Le chiffre vient de tomber et il nous glace le sang. En 2025, plus de 176 679 animaux sont morts brûlés ou asphyxiés dans les élevages français. Derrière ce nombre froid se cache une réalité d'une violence inouïe : des milliers d'êtres sensibles, enfermés dans des bâtiments sans issue, qui agonisent dans les flammes et les fumées toxiques, sans aucune possibilité de fuite.

Ce qui nous révolte le plus, c'est que ces drames sont trop souvent qualifiés d'accidents inévitables. C'est faux. Le travail de recensement mené par le projet citoyen Espèces Sans Issue révèle que ces incendies sont le résultat de défaillances structurelles et d'une négligence généralisée.
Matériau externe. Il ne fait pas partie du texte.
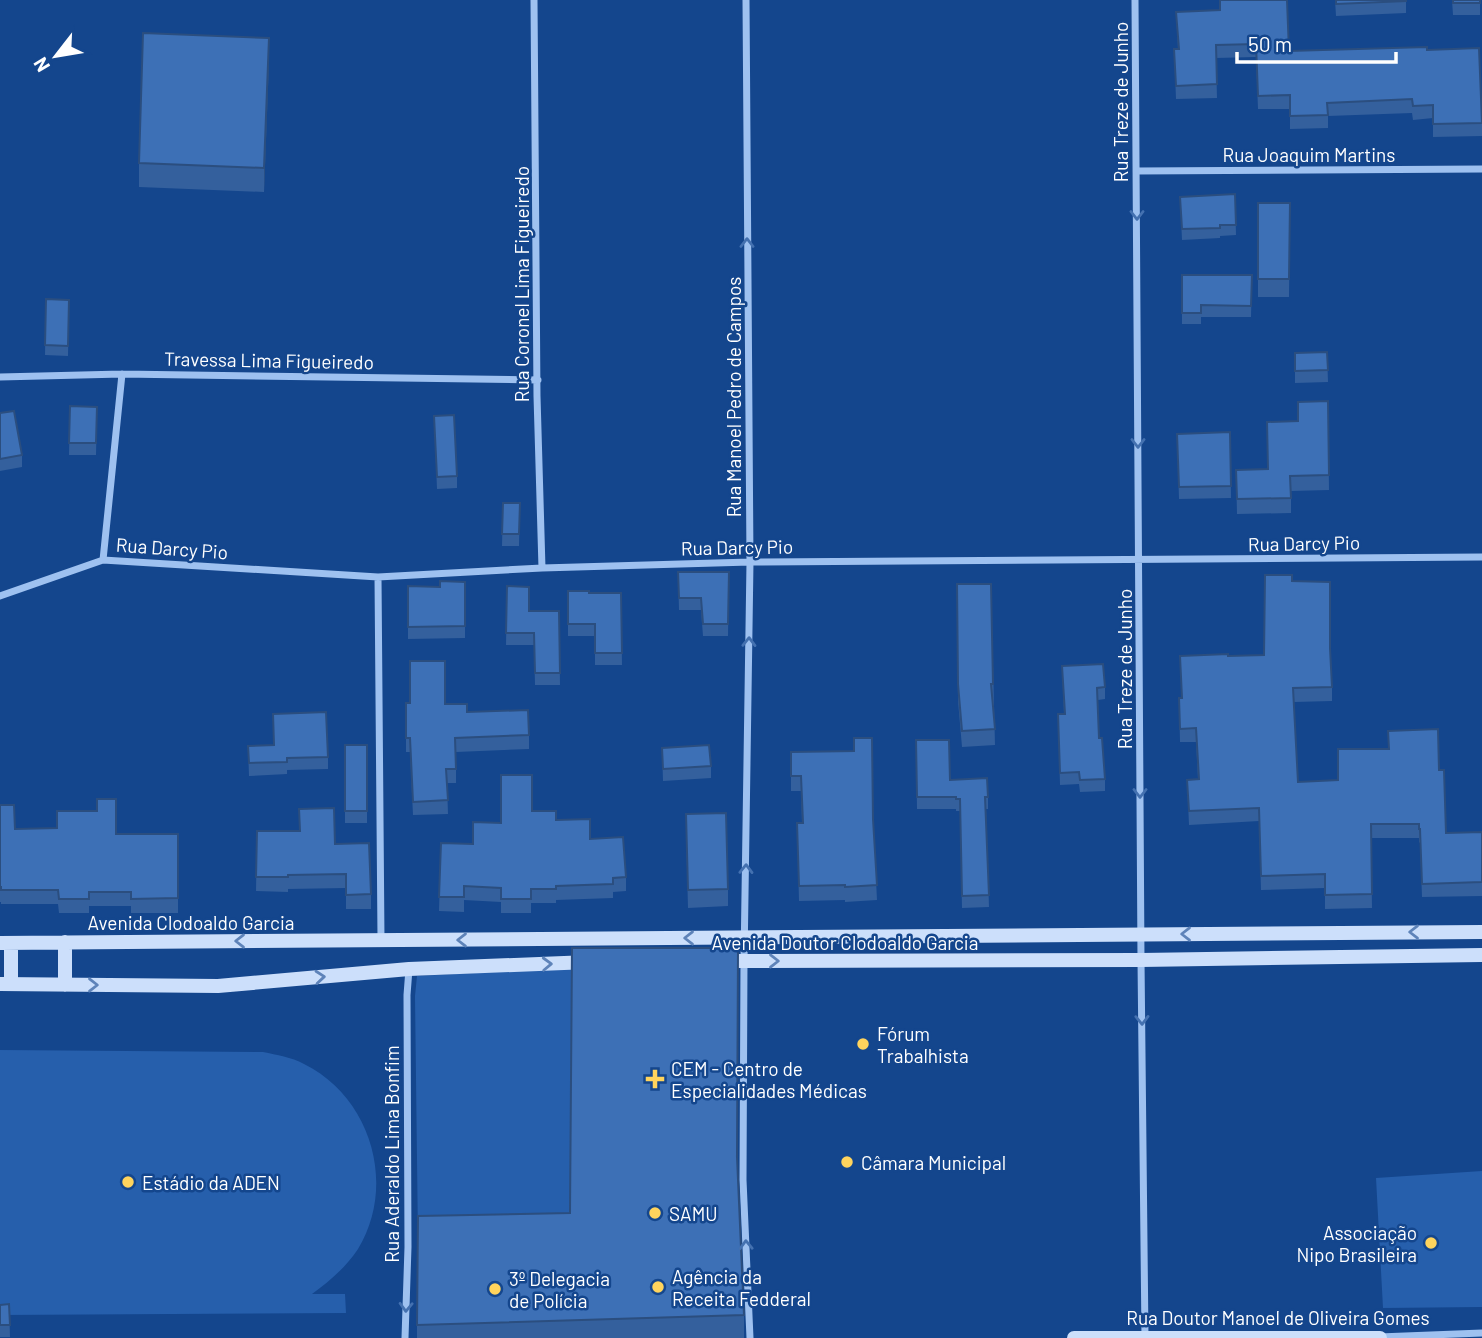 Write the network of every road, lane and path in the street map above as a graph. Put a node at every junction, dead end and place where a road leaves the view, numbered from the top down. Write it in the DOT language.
graph roads {
  1 [pos="534,0"];
  2 [pos="746,0"];
  3 [pos="1135,0"];
  4 [pos="1482,169"];
  5 [pos="1136,171"];
  6 [pos="122,373"];
  7 [pos="0,377"];
  8 [pos="537,380"];
  9 [pos="1482,557"];
  10 [pos="103,560"];
  11 [pos="1139,560"];
  12 [pos="750,562"];
  13 [pos="542,568"];
  14 [pos="378,577"];
  15 [pos="0,596"];
  16 [pos="1482,932"];
  17 [pos="1141,934"];
  18 [pos="745,937"];
  19 [pos="382,940"];
  20 [pos="65,942"];
  21 [pos="6,943"];
  22 [pos="1482,955"];
  23 [pos="1141,960"];
  24 [pos="705,961"];
  25 [pos="744,961"];
  26 [pos="600,962"];
  27 [pos="409,969"];
  28 [pos="5,984"];
  29 [pos="65,985"];
  30 [pos="1482,1334"];
  31 [pos="405,1338"];
  32 [pos="750,1338"];
  33 [pos="1074,1338"];
  34 [pos="1145,1338"];
  35 [pos="1360,1338"];
  36 [pos="1379,1338"];
  1 -- 8 [label="street, Rua Coronel Lima Figueiredo"];
  12 -- 2 [label="street, Rua Manoel Pedro de Campos, one-way"];
  3 -- 5 [label="street, Rua Treze de Junho"];
  4 -- 5 [label="street, Rua Joaquim Martins"];
  5 -- 11 [label="street, Rua Treze de Junho, one-way"];
  6 -- 7 [label="street, Travessa Lima Figueiredo"];
  6 -- 8 [label="street, Travessa Lima Figueiredo"];
  6 -- 10 [label="street"];
  8 -- 13 [label="street, Rua Coronel Lima Figueiredo"];
  9 -- 11 [label="street, Rua Darcy Pio"];
  10 -- 14 [label="street, Rua Darcy Pio"];
  10 -- 15 [label="street, Rua Darcy Pio"];
  11 -- 12 [label="street, Rua Darcy Pio"];
  11 -- 17 [label="street, Rua Treze de Junho, one-way"];
  12 -- 13 [label="street, Rua Darcy Pio"];
  18 -- 12 [label="street, Rua Manoel Pedro de Campos, one-way"];
  13 -- 14 [label="street, Rua Darcy Pio"];
  14 -- 19 [label="street"];
  16 -- 17 [label="main road, Avenida Doutor Clodoaldo Garcia, one-way"];
  17 -- 18 [label="main road, Avenida Doutor Clodoaldo Garcia"];
  17 -- 23 [label="street, Rua Treze de Junho"];
  18 -- 19 [label="main road, Avenida Doutor Clodoaldo Garcia, one-way"];
  18 -- 25 [label="street, Rua Manoel Pedro de Campos"];
  19 -- 20 [label="main road, Avenida Clodoaldo Garcia, one-way"];
  20 -- 21 [label="main road, Avenida Clodoaldo Garcia"];
  20 -- 29 [label="main road"];
  21 -- 28 [label="main road"];
  22 -- 23 [label="main road, Avenida Doutor Clodoaldo Garcia"];
  25 -- 23 [label="main road, Avenida Doutor Clodoaldo Garcia, one-way"];
  23 -- 34 [label="street, Rua Treze de Junho, one-way"];
  24 -- 25 [label="main road, Avenida Doutor Clodoaldo Garcia"];
  32 -- 25 [label="street, Rua Manoel Pedro de Campos, one-way"];
  27 -- 26 [label="main road, one-way"];
  29 -- 27 [label="main road, one-way"];
  27 -- 31 [label="street, Rua Aderaldo Lima Bonfim, one-way"];
  28 -- 29 [label="main road"];
  30 -- 36 [label="street, Rua Doutor Manoel de Oliveira Gomes"];
  33 -- 34 [label="main road, Rua Doutor Manoel de Oliveira Gomes"];
  34 -- 35 [label="main road, Rua Doutor Manoel de Oliveira Gomes"];
  35 -- 36 [label="main road, Rua Doutor Manoel de Oliveira Gomes"];
} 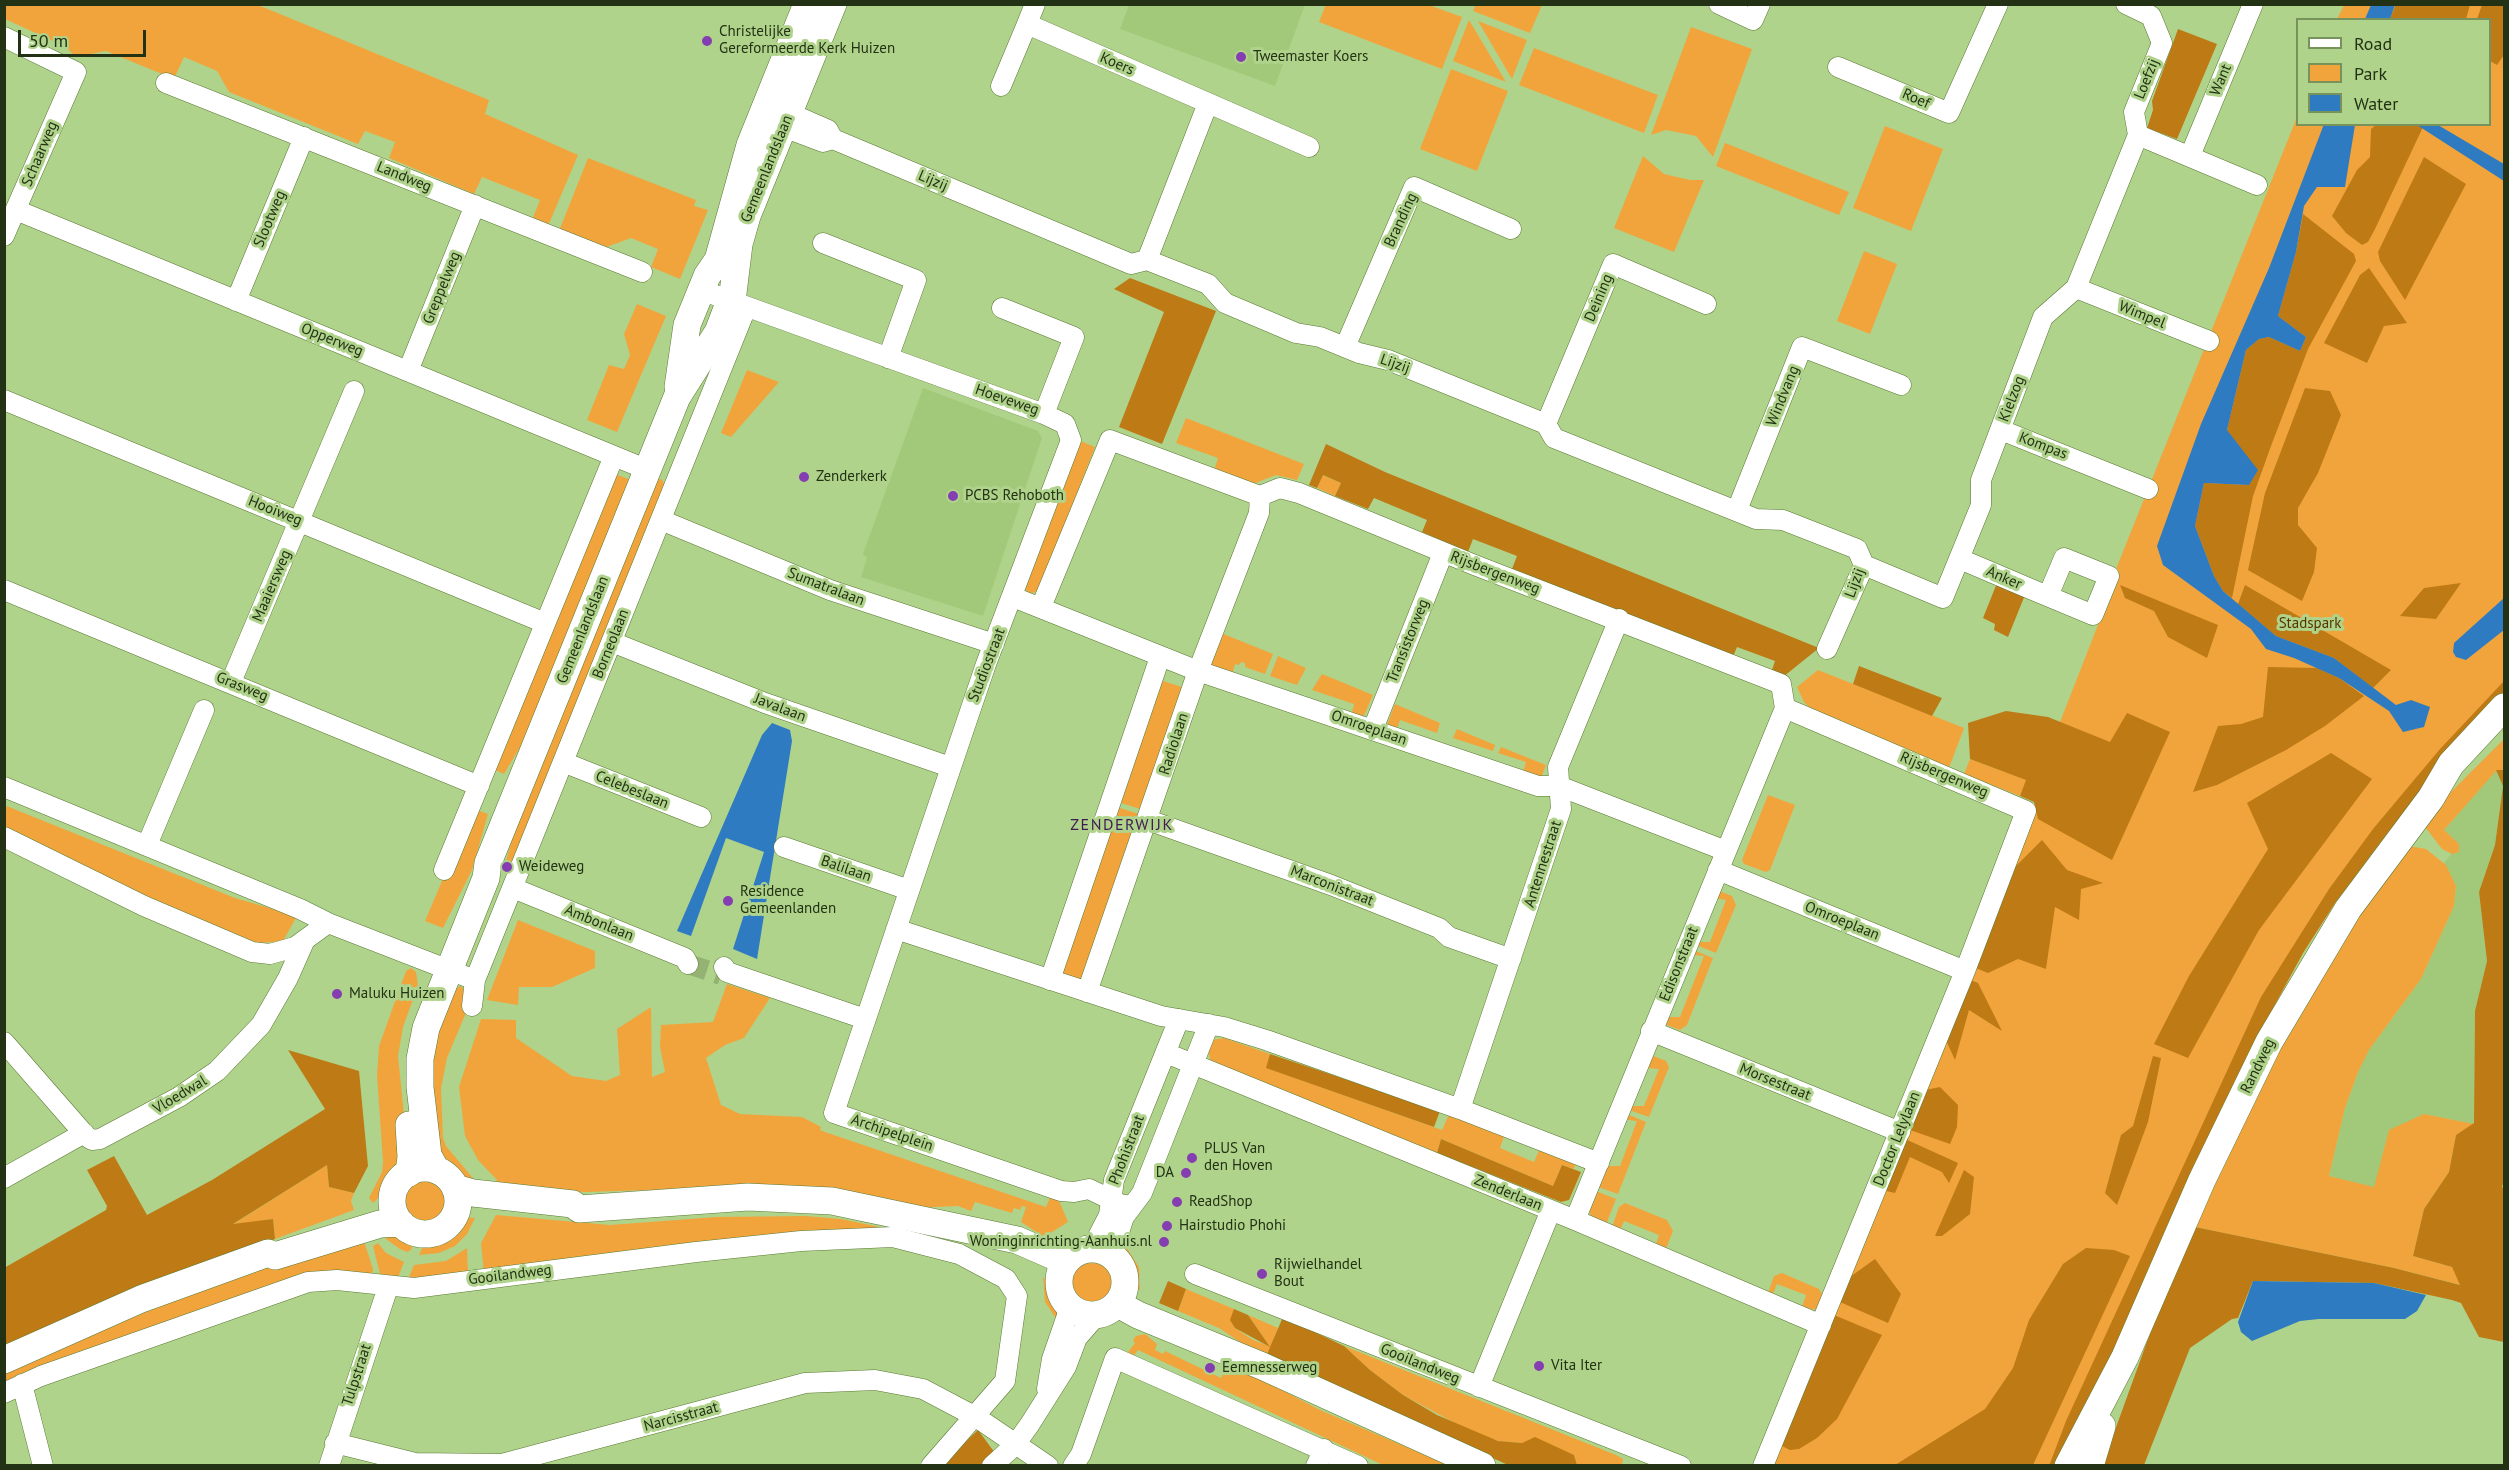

Installations électriques vétustes, absence de détecteurs de fumée, manque d'extincteurs automatiques, panneaux photovoltaïques mal entretenus : les animaux vivent dans des pièges mortels. 

Nous ne pouvons plus accepter que la mort de milliers de vaches, cochons ou volailles soit traitée comme un simple "dégât matériel" dans une rubrique de faits divers. Ces animaux sont reconnus comme des êtres sensibles par la loi, pourtant, ils meurent dans l'indifférence quasi totale des pouvoirs publics et des médias nationaux. Il n'existe à ce jour aucun organisme officiel chargé de compter ces victimes.

La pétition lancée par Espèces Sans Issue exige des mesures de bon sens qui auraient dû être en place depuis des années :

  • L'installation obligatoire de détecteurs d'incendie et d'alarmes.

  • Des issues de secours adaptées pour l'évacuation des animaux.

  • Des contrôles stricts des installations électriques et photovoltaïques.

  • La création d'un registre national pour ne plus cacher ces morts.

Refusons que ces souffrances restent invisibles. Signer cette pétition, c'est reconnaître notre responsabilité collective de protéger ceux que nous enfermons. C'est exiger que l'État impose enfin des normes de sécurité dignes de ce nom. Ne laissons plus les flammes emporter des milliers de vies dans le silence.